Michelle Melcher Knight: In addition, we look at matters of economic justice and other issues related to environmental justice beyond climate change. We listen to what the missionaries in the field tell us also as a basis for which issues to give our attention

No, we are very internationally focused. We want to be able to speak to the issues that affect people throughout the world – not just in the US or even in countries where Columbans reside but issues that affect all peoples.

We also find that so many of the issues we begin to focus on are very intertwined with other issues.

Columban Fathers: Most Americans are familiar with migration issues here, but what about in the rest of the world? Are they similar to what we in the U.S. experience?

Michelle Melcher Knight: As an example of intertwined issues, we can look at climate change and migration – they seem to be two very different issues but today we are finding that people are migrating because climate change is inhibiting their ability to continue to support themselves in their home lands.

Yes, it’s often surprising how similar the migration issue is in almost every part of the world. People are on the move throughout the world and all of them are simply looking for a place where they can support their families and live a life of dignity.

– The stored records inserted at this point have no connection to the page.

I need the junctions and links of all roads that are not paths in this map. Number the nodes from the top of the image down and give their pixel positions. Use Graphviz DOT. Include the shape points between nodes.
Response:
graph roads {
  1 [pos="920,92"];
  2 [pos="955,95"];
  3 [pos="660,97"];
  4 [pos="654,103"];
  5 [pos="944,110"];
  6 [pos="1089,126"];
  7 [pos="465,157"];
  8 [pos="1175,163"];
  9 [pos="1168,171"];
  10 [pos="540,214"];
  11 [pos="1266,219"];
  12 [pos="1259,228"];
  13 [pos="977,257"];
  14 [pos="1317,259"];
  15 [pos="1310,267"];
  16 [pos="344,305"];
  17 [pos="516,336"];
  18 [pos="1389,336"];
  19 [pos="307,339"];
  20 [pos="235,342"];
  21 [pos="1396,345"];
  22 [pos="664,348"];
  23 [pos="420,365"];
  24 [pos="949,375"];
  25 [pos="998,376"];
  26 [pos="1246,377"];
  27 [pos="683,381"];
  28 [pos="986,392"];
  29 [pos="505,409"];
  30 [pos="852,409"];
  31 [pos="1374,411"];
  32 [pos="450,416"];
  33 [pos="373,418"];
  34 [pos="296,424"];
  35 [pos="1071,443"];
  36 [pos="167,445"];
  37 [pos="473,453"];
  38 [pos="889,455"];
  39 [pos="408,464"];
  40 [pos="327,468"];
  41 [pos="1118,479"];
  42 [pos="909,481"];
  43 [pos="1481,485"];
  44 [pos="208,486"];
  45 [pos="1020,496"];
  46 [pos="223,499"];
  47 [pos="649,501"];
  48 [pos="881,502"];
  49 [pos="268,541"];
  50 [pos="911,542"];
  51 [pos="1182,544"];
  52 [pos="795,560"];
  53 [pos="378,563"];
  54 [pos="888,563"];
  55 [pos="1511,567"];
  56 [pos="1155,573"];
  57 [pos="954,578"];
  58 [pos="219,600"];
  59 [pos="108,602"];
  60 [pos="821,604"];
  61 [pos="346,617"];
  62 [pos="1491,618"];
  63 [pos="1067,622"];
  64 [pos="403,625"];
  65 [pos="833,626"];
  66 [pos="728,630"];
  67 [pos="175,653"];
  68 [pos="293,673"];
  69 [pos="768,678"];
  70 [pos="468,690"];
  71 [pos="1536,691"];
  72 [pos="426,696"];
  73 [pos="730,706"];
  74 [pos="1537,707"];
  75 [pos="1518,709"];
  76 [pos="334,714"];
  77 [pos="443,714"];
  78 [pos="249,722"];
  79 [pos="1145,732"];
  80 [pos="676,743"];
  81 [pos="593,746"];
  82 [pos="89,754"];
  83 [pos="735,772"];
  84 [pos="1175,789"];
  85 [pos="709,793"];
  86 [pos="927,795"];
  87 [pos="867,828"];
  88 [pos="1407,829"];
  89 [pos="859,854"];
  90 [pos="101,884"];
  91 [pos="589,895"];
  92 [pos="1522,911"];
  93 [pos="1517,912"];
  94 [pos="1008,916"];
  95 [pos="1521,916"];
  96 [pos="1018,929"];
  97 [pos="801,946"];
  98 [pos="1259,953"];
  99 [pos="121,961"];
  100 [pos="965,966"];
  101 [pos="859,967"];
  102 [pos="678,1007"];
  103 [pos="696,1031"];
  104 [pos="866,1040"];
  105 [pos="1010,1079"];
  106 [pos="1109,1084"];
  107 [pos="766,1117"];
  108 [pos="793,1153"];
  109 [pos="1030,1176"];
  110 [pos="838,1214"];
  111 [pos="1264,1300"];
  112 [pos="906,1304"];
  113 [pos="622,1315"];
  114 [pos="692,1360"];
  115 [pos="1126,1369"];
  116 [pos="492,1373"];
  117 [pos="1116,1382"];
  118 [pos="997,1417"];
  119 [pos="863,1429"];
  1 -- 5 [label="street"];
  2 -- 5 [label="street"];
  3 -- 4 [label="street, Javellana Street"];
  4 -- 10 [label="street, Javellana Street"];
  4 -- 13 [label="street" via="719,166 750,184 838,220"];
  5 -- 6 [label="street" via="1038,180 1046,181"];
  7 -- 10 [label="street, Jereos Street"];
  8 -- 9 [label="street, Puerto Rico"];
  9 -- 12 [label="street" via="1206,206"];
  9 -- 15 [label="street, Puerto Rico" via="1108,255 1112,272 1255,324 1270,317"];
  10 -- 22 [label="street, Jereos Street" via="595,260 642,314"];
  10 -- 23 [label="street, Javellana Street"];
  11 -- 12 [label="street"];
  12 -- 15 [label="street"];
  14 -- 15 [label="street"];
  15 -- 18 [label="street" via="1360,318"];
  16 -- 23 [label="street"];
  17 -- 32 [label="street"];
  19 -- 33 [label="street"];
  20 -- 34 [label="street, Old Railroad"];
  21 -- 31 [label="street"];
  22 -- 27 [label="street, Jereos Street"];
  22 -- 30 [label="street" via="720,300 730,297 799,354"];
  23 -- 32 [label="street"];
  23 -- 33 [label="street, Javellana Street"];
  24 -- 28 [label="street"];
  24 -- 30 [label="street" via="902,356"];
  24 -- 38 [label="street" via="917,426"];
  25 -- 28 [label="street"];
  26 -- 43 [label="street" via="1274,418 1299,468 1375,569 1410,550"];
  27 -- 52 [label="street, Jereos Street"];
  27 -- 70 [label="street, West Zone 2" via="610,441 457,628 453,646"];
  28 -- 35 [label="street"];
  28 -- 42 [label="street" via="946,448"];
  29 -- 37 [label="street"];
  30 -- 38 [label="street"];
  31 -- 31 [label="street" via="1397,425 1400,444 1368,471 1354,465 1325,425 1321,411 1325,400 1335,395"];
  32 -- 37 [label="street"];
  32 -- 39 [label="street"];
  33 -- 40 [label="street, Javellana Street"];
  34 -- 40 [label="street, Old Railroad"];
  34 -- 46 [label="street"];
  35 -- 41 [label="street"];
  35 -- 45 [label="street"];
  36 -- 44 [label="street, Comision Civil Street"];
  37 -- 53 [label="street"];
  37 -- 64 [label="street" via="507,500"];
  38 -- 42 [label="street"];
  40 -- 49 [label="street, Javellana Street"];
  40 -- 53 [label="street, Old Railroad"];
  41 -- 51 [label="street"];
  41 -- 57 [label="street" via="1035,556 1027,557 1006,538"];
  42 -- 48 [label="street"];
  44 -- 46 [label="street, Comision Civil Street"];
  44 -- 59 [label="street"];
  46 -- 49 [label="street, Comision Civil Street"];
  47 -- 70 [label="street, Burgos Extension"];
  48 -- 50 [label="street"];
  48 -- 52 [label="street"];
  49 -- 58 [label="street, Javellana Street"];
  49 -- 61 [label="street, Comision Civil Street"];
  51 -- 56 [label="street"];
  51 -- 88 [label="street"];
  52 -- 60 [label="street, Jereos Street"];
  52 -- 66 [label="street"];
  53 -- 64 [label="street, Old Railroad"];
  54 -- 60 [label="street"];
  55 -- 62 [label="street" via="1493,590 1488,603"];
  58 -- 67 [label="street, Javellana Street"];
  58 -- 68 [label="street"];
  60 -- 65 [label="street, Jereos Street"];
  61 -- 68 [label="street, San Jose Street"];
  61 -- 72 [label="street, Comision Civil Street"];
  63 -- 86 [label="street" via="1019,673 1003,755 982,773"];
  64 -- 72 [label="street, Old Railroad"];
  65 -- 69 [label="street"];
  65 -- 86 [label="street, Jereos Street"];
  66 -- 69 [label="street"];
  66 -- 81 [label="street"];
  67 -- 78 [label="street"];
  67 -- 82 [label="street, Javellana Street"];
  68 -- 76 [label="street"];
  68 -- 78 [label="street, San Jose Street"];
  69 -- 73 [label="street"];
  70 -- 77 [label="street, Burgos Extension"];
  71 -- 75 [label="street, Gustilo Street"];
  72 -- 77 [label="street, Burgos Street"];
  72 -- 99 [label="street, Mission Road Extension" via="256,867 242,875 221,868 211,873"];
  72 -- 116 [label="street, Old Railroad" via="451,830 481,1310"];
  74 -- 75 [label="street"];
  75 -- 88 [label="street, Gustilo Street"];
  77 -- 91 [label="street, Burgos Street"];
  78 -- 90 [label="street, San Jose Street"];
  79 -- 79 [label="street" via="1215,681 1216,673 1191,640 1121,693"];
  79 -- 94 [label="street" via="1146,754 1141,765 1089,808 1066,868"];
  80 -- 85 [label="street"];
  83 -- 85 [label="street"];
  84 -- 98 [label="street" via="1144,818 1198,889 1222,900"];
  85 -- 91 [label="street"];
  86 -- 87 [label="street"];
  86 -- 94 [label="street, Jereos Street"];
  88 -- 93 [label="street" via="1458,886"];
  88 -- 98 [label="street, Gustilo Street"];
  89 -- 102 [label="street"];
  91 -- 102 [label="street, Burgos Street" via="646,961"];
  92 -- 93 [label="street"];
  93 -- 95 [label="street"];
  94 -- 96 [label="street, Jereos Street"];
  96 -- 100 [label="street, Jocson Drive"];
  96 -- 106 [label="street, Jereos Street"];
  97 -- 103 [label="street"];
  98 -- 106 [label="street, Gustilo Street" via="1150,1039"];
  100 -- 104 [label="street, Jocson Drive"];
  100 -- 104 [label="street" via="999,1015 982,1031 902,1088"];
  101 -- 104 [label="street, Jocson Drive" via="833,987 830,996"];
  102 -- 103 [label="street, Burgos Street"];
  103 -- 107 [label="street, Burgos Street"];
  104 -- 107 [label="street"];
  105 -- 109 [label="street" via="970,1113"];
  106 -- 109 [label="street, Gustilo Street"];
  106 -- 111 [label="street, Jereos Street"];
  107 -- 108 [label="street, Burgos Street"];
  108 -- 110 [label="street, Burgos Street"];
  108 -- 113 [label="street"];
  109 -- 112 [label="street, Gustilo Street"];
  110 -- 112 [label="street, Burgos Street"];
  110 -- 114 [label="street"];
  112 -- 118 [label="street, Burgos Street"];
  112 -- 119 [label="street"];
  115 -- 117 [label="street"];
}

Comment From Guest: Because of politics, I don’t see anything much happening in climate change. Is it hard to work on an issue like such and expect anything to be done about it?

Michelle Melcher Knight: Most countries are seeing people on the move and it is difficult for countries where immigrants are arriving to understand why these people are coming. But our faith teaches us that we must welcome the stranger!

So we work on legislation that will make “strangers” feel welcome!

Michelle Melcher Knight: Yes, sometimes it is difficult to work on an issue like climate change when we see very little being accomplished. We don’t let that discourage us. We find small ways to make a difference or other avenues of change.

Columban Fathers: Can you provide an example of an issue that’s been improved in part due to your work?

Michelle Melcher Knight: For example, we are looking at rulings coming from the Environmental Protection Agency as a means to combat climate change rather than looking for positive legislation

Our most recent victory was the START treaty. It was voted on in the lame duck session last December and we spent many hours on visits, phone calls and letters to Congress asking for ratification. We were delighted when the Senate did pass the treaty – it will be signed later this month.

Columban Fathers: Last December was a pretty busy month. Are things slower now, and what issues of Columban concern do you hope to see for the rest of 2011?

Michelle Melcher Knight: Sometimes our victories are very small or obscure. last summer we worked with a coalition of groups to have transparency legislation for extractive industries be part of the financial reform package – obscure but important for communities facing devastation from mining.

Congress is getting off to a slow start this year – its’ a new Congress and new committee assignments needed to be made so it takes some time for things to really get going

Columban Fathers: How did you get your start in this line of work?

Michelle Melcher Knight: We are looking at working against passage of the Korea Free Trade agreement in its current form and perhaps some work on cutting defense spending in favor of spending on issues of social justice

Michelle Melcher Knight: I became a citizen activist years ago by joining Bread for the World, a citizens hunger lobby. More recently, I earned my masters degree in social work at The Catholic University of America here in DC

Columban Fathers: How can our readers get involved to help?

Michelle Melcher Knight: Through my studies there, I learned more about Catholic Social Teaching and knew that I needed to work in advocating for social justice – that lead me to the Columbans who have been advocates for justice for decades!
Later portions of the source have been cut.